I am proposing a multi-facetted approach that will be good for all parties and it will clearly be a huge undertaking but sometimes you have to look at something and understand that it is broken and needs to be replaced, not just patched up. Part of that process must be to design a new user experience that is desirable and will provide the very fundamental reason for customers to learn a new system when they are perfectly happy with what they have.

The new system will include instant notification of payments, a full itemised transaction receipt, real-time payments anywhere in the world addressed by phone-number or email address... and availability of use at any merchant, however small.

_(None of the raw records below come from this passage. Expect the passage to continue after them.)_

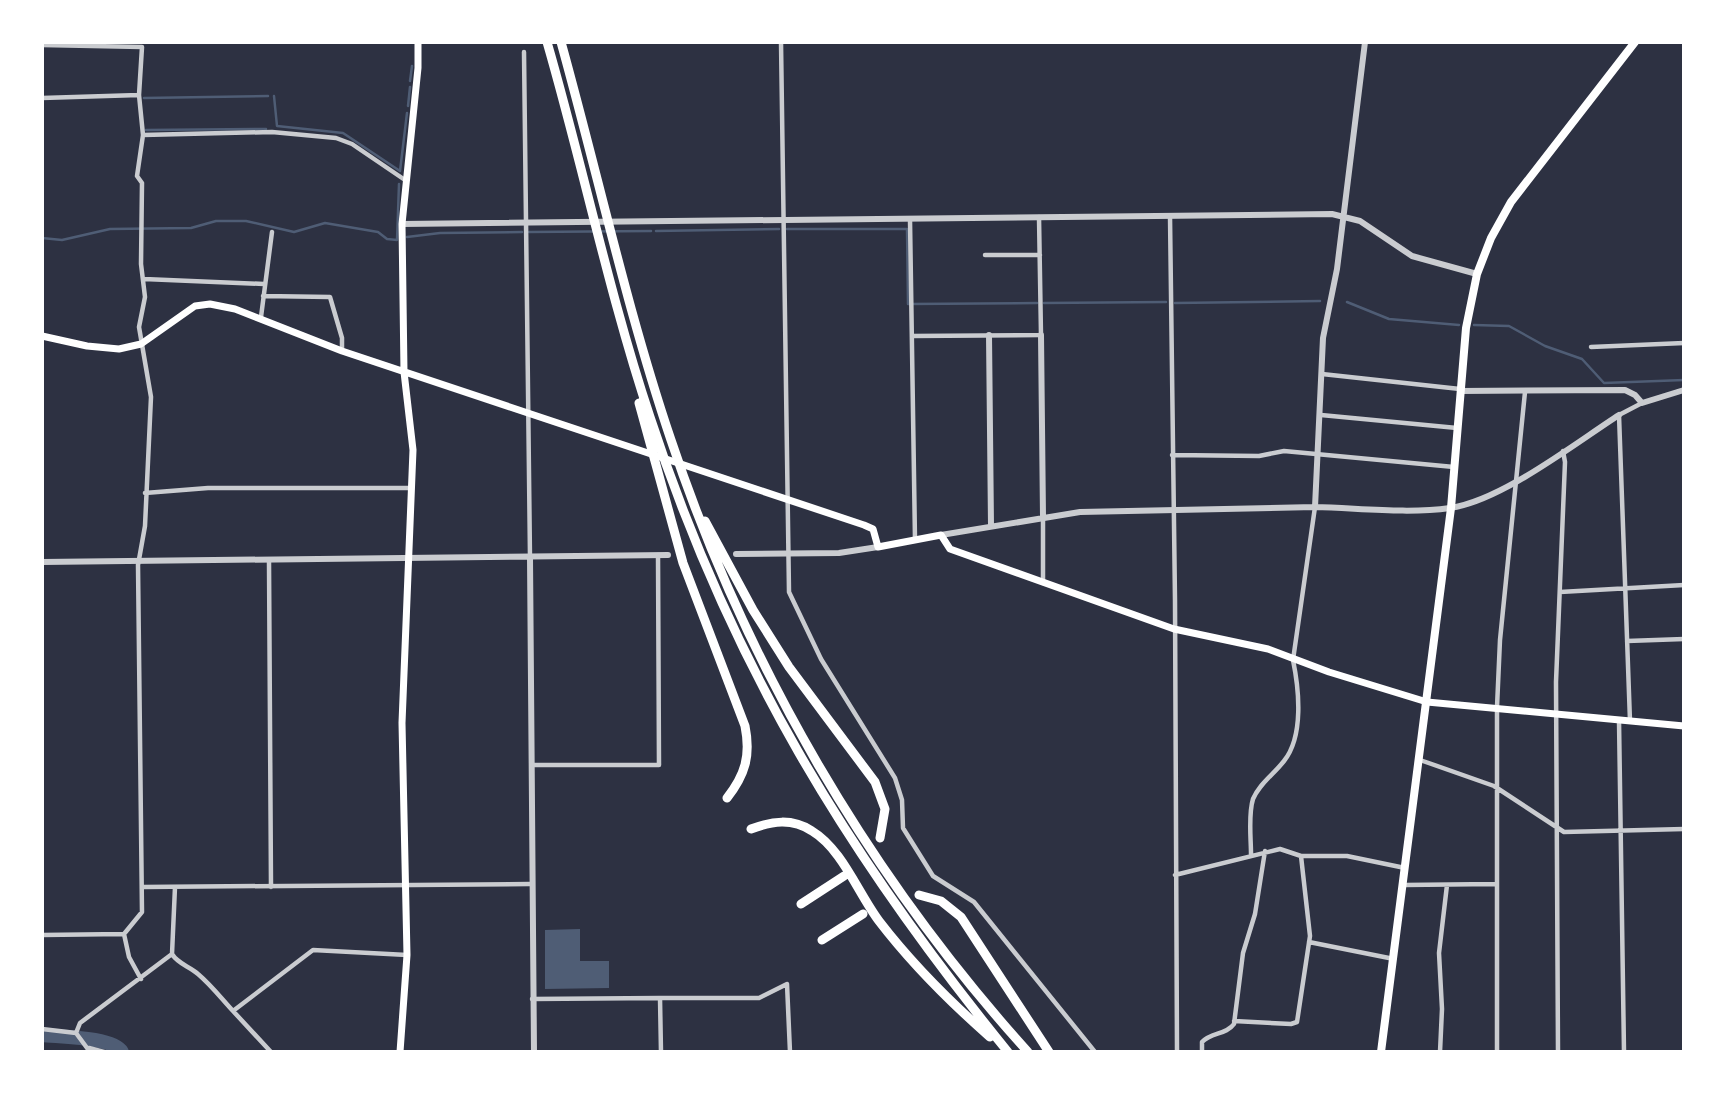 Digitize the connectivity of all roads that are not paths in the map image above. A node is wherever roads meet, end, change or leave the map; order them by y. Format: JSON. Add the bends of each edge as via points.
{"nodes":[{"id":1,"x":418,"y":42,"type":"edge"},
{"id":2,"x":547,"y":42,"type":"edge"},
{"id":3,"x":561,"y":42,"type":"edge"},
{"id":4,"x":781,"y":42,"type":"edge"},
{"id":5,"x":1365,"y":42,"type":"edge"},
{"id":6,"x":42,"y":44,"type":"edge"},
{"id":7,"x":1633,"y":45,"type":"edge"},
{"id":8,"x":524,"y":52,"type":"dead end"},
{"id":9,"x":139,"y":95,"type":"junction"},
{"id":10,"x":42,"y":98,"type":"edge"},
{"id":11,"x":143,"y":135,"type":"junction"},
{"id":12,"x":405,"y":180,"type":"junction"},
{"id":13,"x":1170,"y":216,"type":"junction"},
{"id":14,"x":1344,"y":216,"type":"junction"},
{"id":15,"x":1039,"y":217,"type":"junction"},
{"id":16,"x":783,"y":220,"type":"junction"},
{"id":17,"x":911,"y":220,"type":"junction"},
{"id":18,"x":525,"y":223,"type":"junction"},
{"id":19,"x":402,"y":225,"type":"junction"},
{"id":20,"x":272,"y":232,"type":"dead end"},
{"id":21,"x":985,"y":255,"type":"dead end"},
{"id":22,"x":1040,"y":255,"type":"junction"},
{"id":23,"x":1477,"y":274,"type":"junction"},
{"id":24,"x":144,"y":279,"type":"junction"},
{"id":25,"x":264,"y":284,"type":"junction"},
{"id":26,"x":263,"y":296,"type":"junction"},
{"id":27,"x":261,"y":317,"type":"junction"},
{"id":28,"x":989,"y":335,"type":"junction"},
{"id":29,"x":1041,"y":335,"type":"junction"},
{"id":30,"x":42,"y":336,"type":"edge"},
{"id":31,"x":912,"y":336,"type":"junction"},
{"id":32,"x":1684,"y":343,"type":"edge"},
{"id":33,"x":141,"y":344,"type":"junction"},
{"id":34,"x":1591,"y":347,"type":"dead end"},
{"id":35,"x":342,"y":351,"type":"junction"},
{"id":36,"x":630,"y":353,"type":"junction"},
{"id":37,"x":404,"y":372,"type":"junction"},
{"id":38,"x":1322,"y":374,"type":"junction"},
{"id":39,"x":1460,"y":390,"type":"junction"},
{"id":40,"x":1684,"y":390,"type":"edge"},
{"id":41,"x":1525,"y":392,"type":"junction"},
{"id":42,"x":1642,"y":403,"type":"junction"},
{"id":43,"x":530,"y":412,"type":"junction"},
{"id":44,"x":1321,"y":415,"type":"junction"},
{"id":45,"x":1619,"y":415,"type":"junction"},
{"id":46,"x":1457,"y":428,"type":"junction"},
{"id":47,"x":1563,"y":451,"type":"junction"},
{"id":48,"x":1318,"y":454,"type":"junction"},
{"id":49,"x":1172,"y":455,"type":"junction"},
{"id":50,"x":1455,"y":467,"type":"junction"},
{"id":51,"x":1517,"y":480,"type":"junction"},
{"id":52,"x":687,"y":485,"type":"junction"},
{"id":53,"x":411,"y":488,"type":"junction"},
{"id":54,"x":145,"y":493,"type":"junction"},
{"id":55,"x":786,"y":499,"type":"junction"},
{"id":56,"x":1315,"y":508,"type":"junction"},
{"id":57,"x":1451,"y":508,"type":"junction"},
{"id":58,"x":1173,"y":509,"type":"junction"},
{"id":59,"x":1043,"y":517,"type":"junction"},
{"id":60,"x":991,"y":526,"type":"junction"},
{"id":61,"x":941,"y":535,"type":"junction"},
{"id":62,"x":915,"y":540,"type":"junction"},
{"id":63,"x":878,"y":547,"type":"junction"},
{"id":64,"x":736,"y":554,"type":"dead end"},
{"id":65,"x":786,"y":554,"type":"junction"},
{"id":66,"x":658,"y":555,"type":"junction"},
{"id":67,"x":668,"y":555,"type":"dead end"},
{"id":68,"x":406,"y":557,"type":"junction"},
{"id":69,"x":530,"y":558,"type":"junction"},
{"id":70,"x":140,"y":559,"type":"junction"},
{"id":71,"x":270,"y":561,"type":"junction"},
{"id":72,"x":42,"y":562,"type":"edge"},
{"id":73,"x":1043,"y":583,"type":"junction"},
{"id":74,"x":1684,"y":585,"type":"edge"},
{"id":75,"x":1625,"y":588,"type":"junction"},
{"id":76,"x":1560,"y":592,"type":"junction"},
{"id":77,"x":1174,"y":629,"type":"junction"},
{"id":78,"x":1684,"y":639,"type":"edge"},
{"id":79,"x":1627,"y":641,"type":"junction"},
{"id":80,"x":1293,"y":660,"type":"junction"},
{"id":81,"x":1427,"y":702,"type":"junction"},
{"id":82,"x":1497,"y":707,"type":"junction"},
{"id":83,"x":1557,"y":714,"type":"junction"},
{"id":84,"x":1619,"y":720,"type":"junction"},
{"id":85,"x":1630,"y":721,"type":"junction"},
{"id":86,"x":1684,"y":726,"type":"edge"},
{"id":87,"x":1420,"y":760,"type":"junction"},
{"id":88,"x":531,"y":765,"type":"junction"},
{"id":89,"x":1494,"y":786,"type":"junction"},
{"id":90,"x":727,"y":798,"type":"dead end"},
{"id":91,"x":1557,"y":827,"type":"junction"},
{"id":92,"x":751,"y":829,"type":"dead end"},
{"id":93,"x":1684,"y":829,"type":"edge"},
{"id":94,"x":1620,"y":830,"type":"junction"},
{"id":95,"x":880,"y":838,"type":"dead end"},
{"id":96,"x":1265,"y":851,"type":"junction"},
{"id":97,"x":1251,"y":854,"type":"junction"},
{"id":98,"x":1301,"y":856,"type":"junction"},
{"id":99,"x":1405,"y":868,"type":"junction"},
{"id":100,"x":1175,"y":875,"type":"junction"},
{"id":101,"x":844,"y":876,"type":"dead end"},
{"id":102,"x":530,"y":884,"type":"junction"},
{"id":103,"x":1495,"y":884,"type":"junction"},
{"id":104,"x":405,"y":885,"type":"junction"},
{"id":105,"x":1404,"y":885,"type":"junction"},
{"id":106,"x":1447,"y":885,"type":"junction"},
{"id":107,"x":143,"y":887,"type":"junction"},
{"id":108,"x":175,"y":887,"type":"junction"},
{"id":109,"x":271,"y":887,"type":"junction"},
{"id":110,"x":919,"y":895,"type":"dead end"},
{"id":111,"x":801,"y":904,"type":"dead end"},
{"id":112,"x":863,"y":914,"type":"dead end"},
{"id":113,"x":124,"y":934,"type":"junction"},
{"id":114,"x":42,"y":935,"type":"edge"},
{"id":115,"x":822,"y":940,"type":"dead end"},
{"id":116,"x":1309,"y":942,"type":"junction"},
{"id":117,"x":172,"y":954,"type":"junction"},
{"id":118,"x":407,"y":955,"type":"junction"},
{"id":119,"x":1394,"y":959,"type":"junction"},
{"id":120,"x":141,"y":979,"type":"junction"},
{"id":121,"x":660,"y":998,"type":"junction"},
{"id":122,"x":531,"y":999,"type":"junction"},
{"id":123,"x":233,"y":1011,"type":"junction"},
{"id":124,"x":1234,"y":1021,"type":"junction"},
{"id":125,"x":42,"y":1029,"type":"edge"},
{"id":126,"x":76,"y":1033,"type":"junction"},
{"id":127,"x":89,"y":1050,"type":"edge"},
{"id":128,"x":104,"y":1052,"type":"edge"},
{"id":129,"x":271,"y":1052,"type":"edge"},
{"id":130,"x":400,"y":1052,"type":"edge"},
{"id":131,"x":534,"y":1052,"type":"edge"},
{"id":132,"x":661,"y":1052,"type":"edge"},
{"id":133,"x":790,"y":1052,"type":"edge"},
{"id":134,"x":1007,"y":1052,"type":"edge"},
{"id":135,"x":1028,"y":1052,"type":"edge"},
{"id":136,"x":1049,"y":1052,"type":"edge"},
{"id":137,"x":1095,"y":1052,"type":"edge"},
{"id":138,"x":1177,"y":1052,"type":"edge"},
{"id":139,"x":1202,"y":1052,"type":"edge"},
{"id":140,"x":1381,"y":1052,"type":"edge"},
{"id":141,"x":1440,"y":1052,"type":"edge"},
{"id":142,"x":1497,"y":1052,"type":"edge"},
{"id":143,"x":1558,"y":1052,"type":"edge"},
{"id":144,"x":1624,"y":1052,"type":"edge"}],
"edges":[{"from":1,"to":12,"type":"main road"},
{"from":2,"to":36,"type":"highway"},
{"from":3,"to":52,"type":"highway","via":[[633,315]]},
{"from":4,"to":16,"type":"street"},
{"from":5,"to":14,"type":"street"},
{"from":6,"to":9,"type":"street","via":[[142,47]]},
{"from":7,"to":23,"type":"highway","via":[[1511,202]]},
{"from":8,"to":18,"type":"street"},
{"from":9,"to":10,"type":"street"},
{"from":9,"to":11,"type":"street"},
{"from":11,"to":12,"type":"street","via":[[272,132],[336,138]]},
{"from":11,"to":24,"type":"street","via":[[137,176],[142,183]]},
{"from":12,"to":19,"type":"main road"},
{"from":13,"to":14,"type":"street"},
{"from":13,"to":15,"type":"street"},
{"from":13,"to":49,"type":"street"},
{"from":14,"to":23,"type":"street","via":[[1366,224],[1412,256]]},
{"from":14,"to":38,"type":"street","via":[[1326,316]]},
{"from":15,"to":17,"type":"street"},
{"from":15,"to":22,"type":"street"},
{"from":16,"to":17,"type":"street"},
{"from":16,"to":18,"type":"street"},
{"from":16,"to":55,"type":"street"},
{"from":17,"to":31,"type":"street"},
{"from":18,"to":19,"type":"street"},
{"from":18,"to":43,"type":"street"},
{"from":19,"to":37,"type":"main road"},
{"from":20,"to":25,"type":"street"},
{"from":21,"to":22,"type":"street"},
{"from":22,"to":29,"type":"street"},
{"from":23,"to":39,"type":"highway"},
{"from":24,"to":25,"type":"street"},
{"from":24,"to":33,"type":"street"},
{"from":25,"to":26,"type":"street"},
{"from":26,"to":27,"type":"street"},
{"from":26,"to":35,"type":"street","via":[[330,297]]},
{"from":27,"to":33,"type":"main road","via":[[222,306],[195,306]]},
{"from":27,"to":35,"type":"main road"},
{"from":28,"to":29,"type":"street"},
{"from":28,"to":31,"type":"street"},
{"from":28,"to":60,"type":"street"},
{"from":29,"to":59,"type":"street"},
{"from":30,"to":33,"type":"main road","via":[[108,348]]},
{"from":31,"to":62,"type":"street"},
{"from":32,"to":34,"type":"street"},
{"from":33,"to":54,"type":"street","via":[[151,397]]},
{"from":35,"to":37,"type":"main road"},
{"from":36,"to":90,"type":"highway","via":[[659,479],[696,601],[745,726],[746,766]]},
{"from":36,"to":134,"type":"highway","via":[[670,476],[724,613],[795,750],[884,892]]},
{"from":37,"to":43,"type":"main road"},
{"from":37,"to":53,"type":"main road","via":[[412,439]]},
{"from":38,"to":39,"type":"street"},
{"from":38,"to":44,"type":"street"},
{"from":39,"to":41,"type":"street"},
{"from":39,"to":46,"type":"highway"},
{"from":40,"to":42,"type":"street"},
{"from":41,"to":42,"type":"street","via":[[1625,390]]},
{"from":41,"to":51,"type":"street"},
{"from":42,"to":45,"type":"street"},
{"from":43,"to":55,"type":"main road"},
{"from":43,"to":69,"type":"street"},
{"from":44,"to":46,"type":"street"},
{"from":44,"to":48,"type":"street"},
{"from":45,"to":47,"type":"street"},
{"from":45,"to":75,"type":"street"},
{"from":46,"to":50,"type":"highway"},
{"from":47,"to":51,"type":"street"},
{"from":47,"to":76,"type":"street"},
{"from":48,"to":49,"type":"street"},
{"from":48,"to":50,"type":"street"},
{"from":48,"to":56,"type":"street"},
{"from":49,"to":58,"type":"street"},
{"from":50,"to":57,"type":"highway"},
{"from":51,"to":57,"type":"street"},
{"from":51,"to":82,"type":"street"},
{"from":52,"to":95,"type":"highway","via":[[770,638],[880,791],[885,809]]},
{"from":52,"to":135,"type":"highway","via":[[753,645],[850,818],[932,937]]},
{"from":53,"to":54,"type":"street","via":[[208,488]]},
{"from":53,"to":68,"type":"main road"},
{"from":54,"to":70,"type":"street"},
{"from":55,"to":63,"type":"main road","via":[[873,529]]},
{"from":55,"to":65,"type":"street"},
{"from":56,"to":57,"type":"street"},
{"from":56,"to":58,"type":"street"},
{"from":56,"to":80,"type":"street"},
{"from":57,"to":81,"type":"highway"},
{"from":58,"to":59,"type":"street"},
{"from":58,"to":77,"type":"street"},
{"from":59,"to":60,"type":"street"},
{"from":59,"to":73,"type":"street"},
{"from":60,"to":61,"type":"street"},
{"from":61,"to":62,"type":"main road"},
{"from":61,"to":73,"type":"main road","via":[[950,550]]},
{"from":62,"to":63,"type":"main road"},
{"from":63,"to":65,"type":"street"},
{"from":64,"to":65,"type":"street"},
{"from":65,"to":137,"type":"street","via":[[789,592],[821,659],[895,778],[906,833],[933,876],[974,902]]},
{"from":66,"to":67,"type":"street"},
{"from":66,"to":69,"type":"street"},
{"from":66,"to":88,"type":"street","via":[[659,765]]},
{"from":68,"to":69,"type":"street"},
{"from":68,"to":71,"type":"street"},
{"from":68,"to":104,"type":"main road"},
{"from":69,"to":88,"type":"street"},
{"from":70,"to":71,"type":"street"},
{"from":70,"to":72,"type":"street"},
{"from":70,"to":107,"type":"street"},
{"from":71,"to":109,"type":"street"},
{"from":73,"to":77,"type":"main road"},
{"from":74,"to":75,"type":"street"},
{"from":75,"to":76,"type":"street"},
{"from":75,"to":79,"type":"street"},
{"from":76,"to":83,"type":"street"},
{"from":77,"to":80,"type":"main road","via":[[1258,646]]},
{"from":77,"to":100,"type":"street"},
{"from":78,"to":79,"type":"street"},
{"from":79,"to":85,"type":"street"},
{"from":80,"to":81,"type":"main road"},
{"from":80,"to":97,"type":"street","via":[[1295,739],[1286,760],[1260,785],[1252,803]]},
{"from":81,"to":82,"type":"main road"},
{"from":81,"to":87,"type":"highway"},
{"from":82,"to":83,"type":"main road"},
{"from":82,"to":89,"type":"street"},
{"from":83,"to":84,"type":"main road"},
{"from":83,"to":91,"type":"street"},
{"from":84,"to":85,"type":"main road"},
{"from":84,"to":94,"type":"street"},
{"from":85,"to":86,"type":"main road"},
{"from":87,"to":89,"type":"street"},
{"from":87,"to":99,"type":"highway"},
{"from":88,"to":102,"type":"street"},
{"from":89,"to":91,"type":"street"},
{"from":89,"to":103,"type":"street"},
{"from":91,"to":94,"type":"street","via":[[1564,832]]},
{"from":91,"to":143,"type":"street"},
{"from":92,"to":134,"type":"highway","via":[[783,821],[815,832],[921,972]]},
{"from":93,"to":94,"type":"street"},
{"from":94,"to":144,"type":"street"},
{"from":96,"to":97,"type":"street"},
{"from":96,"to":98,"type":"street","via":[[1280,849]]},
{"from":96,"to":124,"type":"street"},
{"from":97,"to":100,"type":"street"},
{"from":98,"to":99,"type":"street","via":[[1348,856]]},
{"from":98,"to":116,"type":"street"},
{"from":99,"to":105,"type":"highway"},
{"from":100,"to":138,"type":"street"},
{"from":101,"to":111,"type":"highway"},
{"from":102,"to":104,"type":"street"},
{"from":102,"to":122,"type":"street"},
{"from":103,"to":106,"type":"street"},
{"from":103,"to":142,"type":"street"},
{"from":104,"to":109,"type":"street"},
{"from":104,"to":118,"type":"main road"},
{"from":105,"to":106,"type":"street"},
{"from":105,"to":119,"type":"highway"},
{"from":106,"to":141,"type":"street","via":[[1440,953]]},
{"from":107,"to":108,"type":"street"},
{"from":107,"to":113,"type":"street","via":[[142,912]]},
{"from":108,"to":109,"type":"street"},
{"from":108,"to":117,"type":"street"},
{"from":110,"to":136,"type":"highway","via":[[941,901],[961,917]]},
{"from":112,"to":115,"type":"highway"},
{"from":113,"to":114,"type":"street"},
{"from":113,"to":120,"type":"street"},
{"from":116,"to":119,"type":"street"},
{"from":116,"to":124,"type":"street","via":[[1297,1021]]},
{"from":117,"to":120,"type":"street","via":[[151,966]]},
{"from":117,"to":123,"type":"street"},
{"from":118,"to":123,"type":"street","via":[[313,950]]},
{"from":118,"to":130,"type":"main road"},
{"from":119,"to":140,"type":"highway"},
{"from":120,"to":126,"type":"street","via":[[80,1023]]},
{"from":121,"to":122,"type":"street"},
{"from":121,"to":132,"type":"street"},
{"from":121,"to":133,"type":"street","via":[[759,998],[788,984]]},
{"from":122,"to":131,"type":"street"},
{"from":123,"to":129,"type":"street"},
{"from":124,"to":139,"type":"street","via":[[1227,1031],[1208,1035]]},
{"from":125,"to":126,"type":"street"},
{"from":126,"to":127,"type":"street"},
{"from":127,"to":128,"type":"street"}]}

The same system can be used online, with username and password, to validate the transaction and manage delivery addresses.

Ketharaman Swaminathan
Ketharaman Swaminathan - GTM360 Marketing Solutions - Pune 10 July, 2017, 18:54Be the first to give this comment the thumbs up 0 likes

Your alternative sounds like PayTM. It can work in underserved markets. Provided it gets humungous amount of funding and can sustain losses for several years. https://www.finextra.com/blogposting/13576/five-reasons-why-paytm-is-miles-ahead-of-its-rivals

Chris Brown
Chris Brown - Trusek - Amersham 11 July, 2017, 08:56Be the first to give this comment the thumbs up 0 likes

That's a great blog, thanks Ketharaman. Yes, there are elements of that, that I would like to see replicated. The frictionless onboarding, high profile user education and viral marketing are all key elements to growth of the service.

Where this differs to PayTM is the network on which it's based. One that will allow real-time payments of any type anywhere in the world, will enforce transaction security and enhance AML compliance. Because the UX I described above is connected to a bank account that has been enabled by this network, the hope is that it will entice customers to give up their cards.

Ketharaman Swaminathan
Ketharaman Swaminathan - GTM360 Marketing Solutions - Pune 11 July, 2017, 14:37Be the first to give this comment the thumbs up 0 likes

@ChrisBrown:

TY for your kind words.

I saw the following statement in one of your previous comments:

"Using cards: in order to get that initial sign-up as described it would be necessary to allow people to load their account using one of their existing cards."

From this, I assumed that your product does use a card for wallet topup. If so, that's how PayTM works. 

Now if you say your product will connect to a bank account, then it sounds closer to BHIM, an A2A fund transfer mobile app, that I'd referenced in my earlier blog post. (PayTM can also pull money from a linked bank account for topping up its mobile wallet but it's not an A2A product). For whatever reason, BHIM hasn't gathered much traction nor has it killed PayTM-type mobile wallets as was widely predicted during its launch a few months ago. Just in today's newspapers, there was an article where BHIM's sponsor has admitted lukewarm takeup and has appealed to the government to hike up the referral incentive from INR 10 to INR 25 to stimulate wider adoption of BHIM.

In any case, BHIM and your product sound like VocaLink's PayM in UK. Not sure why but I haven't heard much buzz around PayM during the past year.